O que aconteceria à nossa identidade se começássemos a escrever com a nossa mão e letra seja o que for, sem nos importarmos com quem poderá ler as palavras que escrevermos? De que forma será a minha identidade digital alterada quando retorno ao papel e deixo que a mão expresse com a letra o que vai no meu coração? Haverá dias que escrevo com letras mais direitas e outros com gatafunhos imperceptíveis. Poderão ser expressão da diferença entre um dia tranquilo e outro que me deixou de rastos. Os traços conseguem expressar o que estou a viver, ao passo que os caracteres no ecrã serão sempre iguais e perfeitos. Apenas as gralhas que ele não corrige poderão dar-nos um vislumbre sobre a nossa imperfeição e estado interior (ainda que muito limitadamente), mas a IA fará o possível para nos corrigir e alinhar com a perfeição digital que pretende (e acha que pretendemos) para as nossas mensagens.

Precisamos de alguma imperfeição porque dessa emergem as características únicas de cada pessoa. Num momento da nossa história de evolução tecnológica em que são cada vez mais os conteúdos feitos por alguma Inteligência Artificial, o retorno ao bloco de notas e papel poderá representar um regresso à realidade sensível exterior que nos molda interiormente. Inclusive existem cada vez mais vídeos irreais feitos por Inteligência Artificial de pessoas cujo pensamento respeitamos e procuramos seguir. Na prática, reproduzem um texto feito por alguém com a tonalidade do corpo de outro usado sem a autorização do próprio, levando-nos a questionar a sua identidade. Conseguem sentir o alcance da propagação destas falsidades no confronto com a verdade sobre o que é real ou não? Diante destas experiências comecei a pensar quanta humanidade pode ser-nos devolvida por um simples bloco de notas e um lápis.

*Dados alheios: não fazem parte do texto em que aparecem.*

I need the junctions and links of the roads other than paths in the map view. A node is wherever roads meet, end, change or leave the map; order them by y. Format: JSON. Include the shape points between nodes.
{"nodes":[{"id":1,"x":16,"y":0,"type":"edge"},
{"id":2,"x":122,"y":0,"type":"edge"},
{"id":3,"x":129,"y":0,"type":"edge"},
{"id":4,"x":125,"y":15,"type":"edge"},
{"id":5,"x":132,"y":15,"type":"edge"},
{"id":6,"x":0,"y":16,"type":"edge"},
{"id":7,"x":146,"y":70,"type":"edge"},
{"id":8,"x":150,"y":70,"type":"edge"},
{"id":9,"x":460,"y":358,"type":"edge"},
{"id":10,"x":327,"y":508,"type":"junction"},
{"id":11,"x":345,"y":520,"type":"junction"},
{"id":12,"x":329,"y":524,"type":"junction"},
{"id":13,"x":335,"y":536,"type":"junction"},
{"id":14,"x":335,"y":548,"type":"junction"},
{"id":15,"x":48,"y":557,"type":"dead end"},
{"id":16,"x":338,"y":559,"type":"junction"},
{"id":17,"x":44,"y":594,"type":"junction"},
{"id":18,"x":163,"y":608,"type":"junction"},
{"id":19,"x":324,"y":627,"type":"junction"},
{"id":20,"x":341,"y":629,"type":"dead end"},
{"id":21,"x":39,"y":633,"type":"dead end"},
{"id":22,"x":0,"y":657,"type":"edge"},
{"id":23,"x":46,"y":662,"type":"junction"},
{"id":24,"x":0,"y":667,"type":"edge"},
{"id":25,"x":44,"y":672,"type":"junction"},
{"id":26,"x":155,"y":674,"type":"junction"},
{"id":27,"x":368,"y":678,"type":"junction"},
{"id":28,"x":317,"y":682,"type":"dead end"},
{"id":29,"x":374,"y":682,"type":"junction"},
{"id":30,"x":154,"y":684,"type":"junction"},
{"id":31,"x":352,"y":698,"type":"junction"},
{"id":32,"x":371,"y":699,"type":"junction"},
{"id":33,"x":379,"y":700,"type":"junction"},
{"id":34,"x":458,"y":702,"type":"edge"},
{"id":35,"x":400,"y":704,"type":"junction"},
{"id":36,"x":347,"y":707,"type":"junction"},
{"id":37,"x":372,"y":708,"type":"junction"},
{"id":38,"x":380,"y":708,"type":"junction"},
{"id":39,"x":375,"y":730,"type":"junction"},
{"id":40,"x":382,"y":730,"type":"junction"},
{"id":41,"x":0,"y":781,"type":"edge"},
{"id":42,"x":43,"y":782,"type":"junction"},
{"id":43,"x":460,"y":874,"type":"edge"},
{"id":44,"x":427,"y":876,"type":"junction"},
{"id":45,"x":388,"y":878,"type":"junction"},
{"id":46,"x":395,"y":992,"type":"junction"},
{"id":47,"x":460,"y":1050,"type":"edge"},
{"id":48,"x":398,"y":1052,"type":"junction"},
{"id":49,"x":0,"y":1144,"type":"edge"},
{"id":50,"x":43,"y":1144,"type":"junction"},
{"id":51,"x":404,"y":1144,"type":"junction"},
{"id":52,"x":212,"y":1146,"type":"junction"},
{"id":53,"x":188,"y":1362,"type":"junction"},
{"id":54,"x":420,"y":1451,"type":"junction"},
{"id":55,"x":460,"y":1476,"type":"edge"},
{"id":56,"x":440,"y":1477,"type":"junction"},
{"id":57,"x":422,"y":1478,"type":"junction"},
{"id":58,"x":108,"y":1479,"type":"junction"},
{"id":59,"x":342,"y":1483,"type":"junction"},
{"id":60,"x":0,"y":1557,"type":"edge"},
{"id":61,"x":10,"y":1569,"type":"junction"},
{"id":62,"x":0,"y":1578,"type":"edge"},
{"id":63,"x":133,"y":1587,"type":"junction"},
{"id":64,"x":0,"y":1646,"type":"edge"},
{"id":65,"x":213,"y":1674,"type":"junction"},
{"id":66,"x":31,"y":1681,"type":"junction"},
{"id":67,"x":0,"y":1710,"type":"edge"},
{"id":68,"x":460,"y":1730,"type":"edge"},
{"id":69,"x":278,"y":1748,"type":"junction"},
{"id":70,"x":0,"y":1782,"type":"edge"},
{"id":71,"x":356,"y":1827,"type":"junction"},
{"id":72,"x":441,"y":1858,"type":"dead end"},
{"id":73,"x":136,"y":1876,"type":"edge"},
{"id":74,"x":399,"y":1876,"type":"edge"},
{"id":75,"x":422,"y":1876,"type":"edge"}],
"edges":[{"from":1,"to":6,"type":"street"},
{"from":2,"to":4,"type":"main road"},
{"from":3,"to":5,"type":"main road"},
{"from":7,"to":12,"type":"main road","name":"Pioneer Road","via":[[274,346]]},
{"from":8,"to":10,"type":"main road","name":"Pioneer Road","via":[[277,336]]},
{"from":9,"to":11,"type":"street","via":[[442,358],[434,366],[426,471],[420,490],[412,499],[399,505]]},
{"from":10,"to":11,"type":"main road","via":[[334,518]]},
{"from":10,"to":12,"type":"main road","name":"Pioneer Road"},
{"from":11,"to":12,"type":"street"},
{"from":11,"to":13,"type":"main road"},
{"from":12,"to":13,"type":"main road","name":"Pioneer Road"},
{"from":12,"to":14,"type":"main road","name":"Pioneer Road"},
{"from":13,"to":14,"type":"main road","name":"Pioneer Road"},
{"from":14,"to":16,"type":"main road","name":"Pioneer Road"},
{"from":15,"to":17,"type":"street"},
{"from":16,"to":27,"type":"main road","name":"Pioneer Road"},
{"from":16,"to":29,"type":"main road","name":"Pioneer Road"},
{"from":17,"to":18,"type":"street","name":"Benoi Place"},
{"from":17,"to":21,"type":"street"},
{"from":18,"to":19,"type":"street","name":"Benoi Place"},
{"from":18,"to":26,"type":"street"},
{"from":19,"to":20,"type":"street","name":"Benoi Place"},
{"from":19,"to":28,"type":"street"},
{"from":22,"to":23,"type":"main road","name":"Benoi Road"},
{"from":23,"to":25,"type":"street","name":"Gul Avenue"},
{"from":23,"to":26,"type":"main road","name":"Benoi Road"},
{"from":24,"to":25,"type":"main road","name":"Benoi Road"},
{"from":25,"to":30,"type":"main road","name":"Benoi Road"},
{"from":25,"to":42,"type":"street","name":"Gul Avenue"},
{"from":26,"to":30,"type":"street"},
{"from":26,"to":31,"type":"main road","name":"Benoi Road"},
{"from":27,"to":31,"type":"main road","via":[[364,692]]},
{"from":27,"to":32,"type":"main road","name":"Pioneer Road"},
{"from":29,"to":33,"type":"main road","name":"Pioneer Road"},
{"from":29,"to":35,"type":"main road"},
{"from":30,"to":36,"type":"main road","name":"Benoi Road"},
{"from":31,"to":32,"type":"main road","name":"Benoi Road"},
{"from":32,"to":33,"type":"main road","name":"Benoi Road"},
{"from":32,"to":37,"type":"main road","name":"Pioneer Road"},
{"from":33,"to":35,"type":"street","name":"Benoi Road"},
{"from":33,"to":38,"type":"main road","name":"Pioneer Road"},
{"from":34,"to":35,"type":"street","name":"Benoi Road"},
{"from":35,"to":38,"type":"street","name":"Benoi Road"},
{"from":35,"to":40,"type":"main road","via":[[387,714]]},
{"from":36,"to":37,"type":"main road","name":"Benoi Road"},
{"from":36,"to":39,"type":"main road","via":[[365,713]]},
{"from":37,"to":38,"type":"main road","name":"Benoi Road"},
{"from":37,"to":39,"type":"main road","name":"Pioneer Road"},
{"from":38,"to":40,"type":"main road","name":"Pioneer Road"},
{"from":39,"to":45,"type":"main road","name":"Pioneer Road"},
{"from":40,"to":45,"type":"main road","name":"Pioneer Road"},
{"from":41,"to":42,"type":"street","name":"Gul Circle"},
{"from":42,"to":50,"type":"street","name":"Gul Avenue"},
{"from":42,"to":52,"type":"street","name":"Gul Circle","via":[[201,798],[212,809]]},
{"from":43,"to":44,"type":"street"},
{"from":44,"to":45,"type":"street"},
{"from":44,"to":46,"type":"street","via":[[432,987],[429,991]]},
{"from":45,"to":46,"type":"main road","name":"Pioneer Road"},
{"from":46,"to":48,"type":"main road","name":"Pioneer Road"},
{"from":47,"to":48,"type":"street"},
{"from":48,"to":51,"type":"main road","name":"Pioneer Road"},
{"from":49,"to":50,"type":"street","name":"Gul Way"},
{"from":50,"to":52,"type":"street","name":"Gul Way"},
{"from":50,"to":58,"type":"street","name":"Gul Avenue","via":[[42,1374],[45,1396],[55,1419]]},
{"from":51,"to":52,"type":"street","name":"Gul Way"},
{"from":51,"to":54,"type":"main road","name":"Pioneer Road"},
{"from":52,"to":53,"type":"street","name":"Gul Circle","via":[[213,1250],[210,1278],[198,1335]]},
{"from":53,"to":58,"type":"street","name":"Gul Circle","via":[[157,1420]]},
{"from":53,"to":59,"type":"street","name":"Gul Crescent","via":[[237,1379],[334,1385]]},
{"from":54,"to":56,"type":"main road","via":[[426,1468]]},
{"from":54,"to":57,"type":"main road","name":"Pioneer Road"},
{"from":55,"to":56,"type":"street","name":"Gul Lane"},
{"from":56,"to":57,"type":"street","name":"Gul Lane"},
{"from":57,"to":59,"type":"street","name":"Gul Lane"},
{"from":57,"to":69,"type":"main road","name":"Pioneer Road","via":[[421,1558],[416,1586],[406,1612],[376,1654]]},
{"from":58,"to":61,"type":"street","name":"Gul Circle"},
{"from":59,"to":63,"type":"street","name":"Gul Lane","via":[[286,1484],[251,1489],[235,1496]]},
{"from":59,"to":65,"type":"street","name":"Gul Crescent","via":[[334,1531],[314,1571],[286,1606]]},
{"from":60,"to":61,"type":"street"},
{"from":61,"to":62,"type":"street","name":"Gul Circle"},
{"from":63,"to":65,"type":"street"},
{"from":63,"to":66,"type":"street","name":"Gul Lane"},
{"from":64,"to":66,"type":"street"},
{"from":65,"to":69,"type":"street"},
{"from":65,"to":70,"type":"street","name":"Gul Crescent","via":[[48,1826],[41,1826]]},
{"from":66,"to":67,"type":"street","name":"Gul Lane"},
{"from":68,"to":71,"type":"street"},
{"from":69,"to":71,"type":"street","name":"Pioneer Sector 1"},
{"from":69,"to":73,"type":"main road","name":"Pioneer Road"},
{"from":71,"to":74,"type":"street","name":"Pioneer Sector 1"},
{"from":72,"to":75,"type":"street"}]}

Palavras, desenhos, rasuras, pela grafite se traça um pouco de nós no papel e no interior de nós próprios. Sem qualquer risco de gastar bateria, ou de sermos distraídos, num renovado relacionamento com o bloco de notas reencontramos um pouco do espaço de solitude (não solidão) para nos encontrarmos com os nossos próprios pensamentos. Um encontro também com a serenidade do lugar onde estivermos a escrever seja o que for. Um reencontro com a nossa identidade humana através do movimento real da nossa mão, indigitalizável, imperfeiro, incorrigível, único.